- Relator(a)
- Ministra Laurita Vaz
- Órgão julgador
- Sexta Turma
- Data do julgamento
- 04/12/2018
- Data de publicação
- 19/12/2018
STJ – Acórdão, Rel. Ministra Laurita Vaz, Sexta Turma, j. 04/12/2018, p. 19/12/2018
HABEAS CORPUS. PENAL E PROCESSUAL PENAL. ROUBO MAJORADO E CORRUPÇÃO DE MENORES. PROVA DA MENORIDADE E DETRAÇÃO PENAL. MATÉRIAS NÃO ANALISADAS PELA CORTE DE ORIGEM. SUPRESSÃO DE INSTÂNCIA. CORRUPÇÃO DE MENORES. PROVA DA EFETIVA CORRUPÇÃO DO INIMPUTÁVEL. DESNECESSIDADE. DELITO FORMAL. REGIME INICIAL FECHADO. FUNDAMENTAÇÃO IDÔNEA. EXISTÊNCIA DE CIRCUNSTÂNCIA JUDICIAL NEGATIVA. HABEAS CORPUS PARCIALMENTE CONHECIDO E, NESSA PARTE, DENEGADO. 1. As alegações de falta de comprovação da menoridade e de cabimento da detração penal não foram objeto de conhecimento pelo Tribunal de origem, razão pela qual não podem ser apreciadas por este Superior Tribunal, sob pena de indevida supressão de instância. 2. Conforme entendimento firmado pela 3.ª Seção desta Corte Superior de Justiça, "para a configuração do crime de corrupção de menores (art. 244-B do ECA), não se faz necessária a prova da efetiva corrupção do menor, uma vez que se trata de delito formal" (REsp 1.127.954/DF, TERCEIRA SEÇÃO, Rel.

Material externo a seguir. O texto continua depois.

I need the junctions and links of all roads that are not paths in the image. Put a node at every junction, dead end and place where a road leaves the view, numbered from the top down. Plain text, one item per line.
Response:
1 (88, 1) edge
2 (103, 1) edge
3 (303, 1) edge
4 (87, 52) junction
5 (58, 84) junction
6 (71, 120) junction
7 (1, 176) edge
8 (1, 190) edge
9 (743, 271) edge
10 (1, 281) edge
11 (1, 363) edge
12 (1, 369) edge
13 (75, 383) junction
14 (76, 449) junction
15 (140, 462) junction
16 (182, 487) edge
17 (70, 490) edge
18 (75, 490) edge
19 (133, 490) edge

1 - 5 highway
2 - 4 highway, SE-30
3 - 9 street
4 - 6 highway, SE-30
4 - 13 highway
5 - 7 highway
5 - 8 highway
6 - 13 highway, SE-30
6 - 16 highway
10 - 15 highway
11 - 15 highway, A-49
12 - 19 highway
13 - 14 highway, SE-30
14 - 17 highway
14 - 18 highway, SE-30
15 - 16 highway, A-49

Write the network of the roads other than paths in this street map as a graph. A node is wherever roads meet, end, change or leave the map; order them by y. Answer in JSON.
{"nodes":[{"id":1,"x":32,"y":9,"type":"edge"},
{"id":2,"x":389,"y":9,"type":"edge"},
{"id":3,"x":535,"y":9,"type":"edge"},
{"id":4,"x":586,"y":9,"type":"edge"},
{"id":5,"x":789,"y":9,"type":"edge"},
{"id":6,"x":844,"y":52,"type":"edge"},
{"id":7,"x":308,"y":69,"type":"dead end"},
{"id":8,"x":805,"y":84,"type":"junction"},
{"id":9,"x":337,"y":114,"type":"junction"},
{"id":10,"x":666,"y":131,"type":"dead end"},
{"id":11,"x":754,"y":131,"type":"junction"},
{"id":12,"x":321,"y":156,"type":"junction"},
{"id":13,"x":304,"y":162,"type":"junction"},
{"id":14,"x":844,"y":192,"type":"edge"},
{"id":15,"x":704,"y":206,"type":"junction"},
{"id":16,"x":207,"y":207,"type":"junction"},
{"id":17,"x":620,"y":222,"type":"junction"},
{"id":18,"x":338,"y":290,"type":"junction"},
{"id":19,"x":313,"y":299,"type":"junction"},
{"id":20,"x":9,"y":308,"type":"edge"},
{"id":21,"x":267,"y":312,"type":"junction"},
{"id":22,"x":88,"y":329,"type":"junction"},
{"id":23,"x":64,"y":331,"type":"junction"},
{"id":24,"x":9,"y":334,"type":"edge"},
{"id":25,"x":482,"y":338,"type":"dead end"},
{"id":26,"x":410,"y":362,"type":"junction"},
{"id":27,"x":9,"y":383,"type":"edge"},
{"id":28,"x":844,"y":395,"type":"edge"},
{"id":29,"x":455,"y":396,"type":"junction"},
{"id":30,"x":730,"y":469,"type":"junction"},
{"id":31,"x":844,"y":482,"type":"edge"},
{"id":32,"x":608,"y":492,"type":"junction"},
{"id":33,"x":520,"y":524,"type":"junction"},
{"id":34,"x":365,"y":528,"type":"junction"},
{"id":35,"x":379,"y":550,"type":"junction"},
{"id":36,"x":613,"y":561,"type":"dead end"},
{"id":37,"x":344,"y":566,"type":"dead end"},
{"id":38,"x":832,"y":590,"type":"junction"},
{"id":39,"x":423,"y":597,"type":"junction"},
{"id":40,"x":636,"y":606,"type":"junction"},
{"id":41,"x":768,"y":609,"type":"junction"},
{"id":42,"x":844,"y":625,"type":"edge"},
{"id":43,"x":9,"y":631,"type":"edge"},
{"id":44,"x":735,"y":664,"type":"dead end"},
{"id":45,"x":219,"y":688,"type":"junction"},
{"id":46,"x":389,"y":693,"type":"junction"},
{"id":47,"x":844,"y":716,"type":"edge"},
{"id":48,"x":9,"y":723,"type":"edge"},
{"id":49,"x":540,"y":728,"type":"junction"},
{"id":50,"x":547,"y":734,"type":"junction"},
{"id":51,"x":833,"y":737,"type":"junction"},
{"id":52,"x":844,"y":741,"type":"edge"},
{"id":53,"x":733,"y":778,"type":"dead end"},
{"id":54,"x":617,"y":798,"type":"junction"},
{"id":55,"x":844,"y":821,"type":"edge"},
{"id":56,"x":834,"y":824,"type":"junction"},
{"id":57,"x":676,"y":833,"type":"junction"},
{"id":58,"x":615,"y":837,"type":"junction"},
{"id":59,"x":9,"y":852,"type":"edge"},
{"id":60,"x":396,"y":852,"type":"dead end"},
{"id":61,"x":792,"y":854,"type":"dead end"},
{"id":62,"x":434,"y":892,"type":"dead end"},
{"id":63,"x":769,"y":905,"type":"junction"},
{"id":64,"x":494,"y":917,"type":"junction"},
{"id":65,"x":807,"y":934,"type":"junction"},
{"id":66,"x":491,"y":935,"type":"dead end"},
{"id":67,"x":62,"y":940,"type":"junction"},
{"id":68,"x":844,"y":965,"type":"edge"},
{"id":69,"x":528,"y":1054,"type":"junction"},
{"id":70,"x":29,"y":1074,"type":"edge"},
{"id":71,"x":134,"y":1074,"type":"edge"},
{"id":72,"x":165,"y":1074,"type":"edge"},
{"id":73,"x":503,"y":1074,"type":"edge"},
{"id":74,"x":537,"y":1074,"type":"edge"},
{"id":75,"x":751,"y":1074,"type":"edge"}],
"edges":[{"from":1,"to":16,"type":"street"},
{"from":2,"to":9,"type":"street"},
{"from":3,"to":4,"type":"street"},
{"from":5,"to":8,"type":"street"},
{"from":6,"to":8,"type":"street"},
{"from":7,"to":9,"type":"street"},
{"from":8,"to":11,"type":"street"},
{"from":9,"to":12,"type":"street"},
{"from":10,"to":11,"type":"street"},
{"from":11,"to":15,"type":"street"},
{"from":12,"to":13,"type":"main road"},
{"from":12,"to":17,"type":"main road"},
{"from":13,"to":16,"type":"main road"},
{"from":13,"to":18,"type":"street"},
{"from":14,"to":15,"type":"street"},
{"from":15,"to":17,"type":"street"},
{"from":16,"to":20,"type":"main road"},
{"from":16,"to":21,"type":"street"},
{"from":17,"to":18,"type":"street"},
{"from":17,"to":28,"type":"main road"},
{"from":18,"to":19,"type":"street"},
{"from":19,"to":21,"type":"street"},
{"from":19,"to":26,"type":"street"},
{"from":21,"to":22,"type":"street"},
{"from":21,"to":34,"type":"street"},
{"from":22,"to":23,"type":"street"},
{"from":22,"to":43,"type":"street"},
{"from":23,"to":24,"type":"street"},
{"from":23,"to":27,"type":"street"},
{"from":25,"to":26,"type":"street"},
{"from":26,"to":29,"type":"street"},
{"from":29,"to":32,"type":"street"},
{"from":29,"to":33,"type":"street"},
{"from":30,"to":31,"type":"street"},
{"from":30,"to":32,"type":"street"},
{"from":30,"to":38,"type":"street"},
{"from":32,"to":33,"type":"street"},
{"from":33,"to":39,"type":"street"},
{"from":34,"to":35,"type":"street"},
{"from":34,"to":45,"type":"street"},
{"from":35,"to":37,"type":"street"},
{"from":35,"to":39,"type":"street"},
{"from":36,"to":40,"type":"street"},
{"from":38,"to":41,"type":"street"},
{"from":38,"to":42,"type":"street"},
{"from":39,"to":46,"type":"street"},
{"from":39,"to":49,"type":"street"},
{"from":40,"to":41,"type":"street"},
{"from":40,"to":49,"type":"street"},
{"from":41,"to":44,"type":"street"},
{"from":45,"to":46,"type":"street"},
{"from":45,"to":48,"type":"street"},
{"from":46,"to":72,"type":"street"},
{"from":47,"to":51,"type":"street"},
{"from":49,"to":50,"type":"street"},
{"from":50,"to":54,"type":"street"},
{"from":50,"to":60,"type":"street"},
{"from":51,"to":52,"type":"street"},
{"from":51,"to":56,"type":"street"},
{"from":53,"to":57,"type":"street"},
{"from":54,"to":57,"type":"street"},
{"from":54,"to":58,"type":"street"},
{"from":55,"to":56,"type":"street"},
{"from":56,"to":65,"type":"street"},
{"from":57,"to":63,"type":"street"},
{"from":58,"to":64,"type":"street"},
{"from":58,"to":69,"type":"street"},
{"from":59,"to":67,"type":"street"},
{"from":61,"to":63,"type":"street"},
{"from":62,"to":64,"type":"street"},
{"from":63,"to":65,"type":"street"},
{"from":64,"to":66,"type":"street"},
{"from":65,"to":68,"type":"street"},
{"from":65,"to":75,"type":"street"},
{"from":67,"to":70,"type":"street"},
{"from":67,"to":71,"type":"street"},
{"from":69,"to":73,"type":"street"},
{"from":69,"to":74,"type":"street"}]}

Ministro MARCO AURÉLIO BELLIZZE, DJe 01/02/2012). 3. Considerando-se que a pena-base foi fixada acima do mínimo legal, porque reconhecida circunstância judicial desfavorável aos Condenados, tem-se por justificada a imposição de regime prisional mais gravoso, a teor do disposto no art. 33, §§ 2.º e 3.º, c.c. o art. 59, ambos do Código Penal. Não ocorrência de bis in idem. 4. Habeas corpus parcialmente conhecido e, nessa parte, denegado. (HC n. 462.055/SP, relatora Ministra Laurita Vaz, Sexta Turma, julgado em 4/12/2018, DJe de 19/12/2018.)